第795問(2021年4月11日 伊藤匠四段-松尾八段戦)
(問795-1)
先手伊藤四段、後手松尾八段で戦型は相横歩取り。但し、後手があまり出てこない手を指したのに対し、先手も踏み込み、どこまで研究範囲なのか分からない序盤から一気に終盤戦へとなだれ込む乱戦となった。局面は、後手の反撃が厳しく後手有利から優勢へ。そして下図、今△6九飛と飛車を下ろされこれが非常に厳しい。AIの形勢判断も後手勝勢の90%。事実上受けはないと思われるところだが、ここで「なるほど」と思わせる幻惑の一着を指した。ちゃんと指されると形勢が挽回する訳ではないが、相手を迷わす受けも終盤戦での戦い方の一つ。ここで指された先手の次の一手は何か?
(答えはこの下に)
(難易度・・・


(問795-2)
上図から、先手玉に対しもう少し明快な攻めがあったのかどうか分からないが、後手玉にも詰めろがかかり、見た目には少し怪しくなっている。下図は△2九飛成の王手に▲2八歩と受けたところ。先手玉を詰めてしまえればことは簡単だが、▲3五の金がいて詰みはない。となると▲2四銀の一手詰を受ける必要がある。ここではどのように受けるのが良いか?後手の指した次の一手は?
(難易度・・・


(これより下に解答)

(問795-1解答)「焦点の軽い歩突きで詰めろをかわす」
△7八飛成からの5手詰を防ぐには普通は▲5九金などがあるが、△8四に角がいるため△5七角成から詰んでしまう。飛角三枚が非常に良く利いており、AIの形勢判断からも事実上受けのない形。しかしこうした所で、幻惑の一手を指せるかどうかも勝敗に大きく影響する。ここで指された手が▲6六歩。直接には△7八飛成からの5手詰を防いでいる手で、同時に角筋も止める味の良い手。ただ一つしかない明快な寄せより、複数あるどれでも良さそうな手が残っている方が間違いやすいと言える。

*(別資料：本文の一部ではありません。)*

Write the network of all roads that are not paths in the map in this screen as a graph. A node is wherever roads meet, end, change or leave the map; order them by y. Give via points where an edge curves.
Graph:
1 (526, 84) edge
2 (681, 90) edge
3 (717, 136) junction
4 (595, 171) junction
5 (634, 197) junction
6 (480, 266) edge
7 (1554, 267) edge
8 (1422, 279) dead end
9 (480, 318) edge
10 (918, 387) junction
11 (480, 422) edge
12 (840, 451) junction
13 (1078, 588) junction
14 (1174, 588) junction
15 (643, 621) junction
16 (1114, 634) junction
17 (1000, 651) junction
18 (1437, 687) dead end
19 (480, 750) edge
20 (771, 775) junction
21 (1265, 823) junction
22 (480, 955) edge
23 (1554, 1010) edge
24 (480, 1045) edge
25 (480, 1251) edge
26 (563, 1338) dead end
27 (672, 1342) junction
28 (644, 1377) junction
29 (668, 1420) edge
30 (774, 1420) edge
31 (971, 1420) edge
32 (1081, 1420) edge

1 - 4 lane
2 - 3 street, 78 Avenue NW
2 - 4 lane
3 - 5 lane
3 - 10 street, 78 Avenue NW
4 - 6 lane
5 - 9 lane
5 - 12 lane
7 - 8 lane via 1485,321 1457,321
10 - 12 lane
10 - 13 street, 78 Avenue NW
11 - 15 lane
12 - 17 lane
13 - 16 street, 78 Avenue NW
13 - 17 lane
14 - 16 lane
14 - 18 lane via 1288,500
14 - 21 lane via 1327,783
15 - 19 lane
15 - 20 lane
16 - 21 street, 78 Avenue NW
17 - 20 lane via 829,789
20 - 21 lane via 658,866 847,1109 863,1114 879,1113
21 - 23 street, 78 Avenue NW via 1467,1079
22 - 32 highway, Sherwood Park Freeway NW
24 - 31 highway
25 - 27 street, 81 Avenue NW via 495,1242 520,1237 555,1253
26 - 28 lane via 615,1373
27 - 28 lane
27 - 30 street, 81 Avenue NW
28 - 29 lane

本譜は飛車切りから決めに行くか、△2九飛成と桂を取って安全に迫るかなどいろいろありそうな所だが、△5九銀▲3九玉に△6八銀成と駒を取りに行った。もちろんそれでも決して悪い訳ではなく形勢は変わっていないのだが、▲6六歩が功を奏し、人間同士ではちょっと怪しくなったと思えるのが第2問である。

(問795-2解答)「玉頭戦の戦い方」
△2三銀と受けるのは普通だが受けただけの手で、▲5二角成がまた詰めろになり形勢も混沌。実戦△2四金と相手の金に当てて打ったのが力強い受け方で、怖い手だがこれでAIは後手勝勢。ただ、見ている時は、ひと目▲4四銀△同歩▲2四金△同玉▲2五金の筋が見えるだけに大丈夫なのかと思う受け方。実戦、先手の指し手は▲2六金で、AIも90%以上の後手勝勢と評価していたので▲4四銀からの攻めもダメなのだろうと思っていたが、感想戦ではその手順に言及。しかも結構難解で、そう指していればまだ勝敗は分からなかったかもしれない。但し、常に先手玉には難解な詰みが生じており、正確に指せば後手勝ちとのことのようだ。

本譜は、先手も玉頭を厚くして後手玉に詰めろをかけることは出来たが、最後は大駒の威力で先手玉を即詰みに討ち取り、後手松尾八段の勝利となった。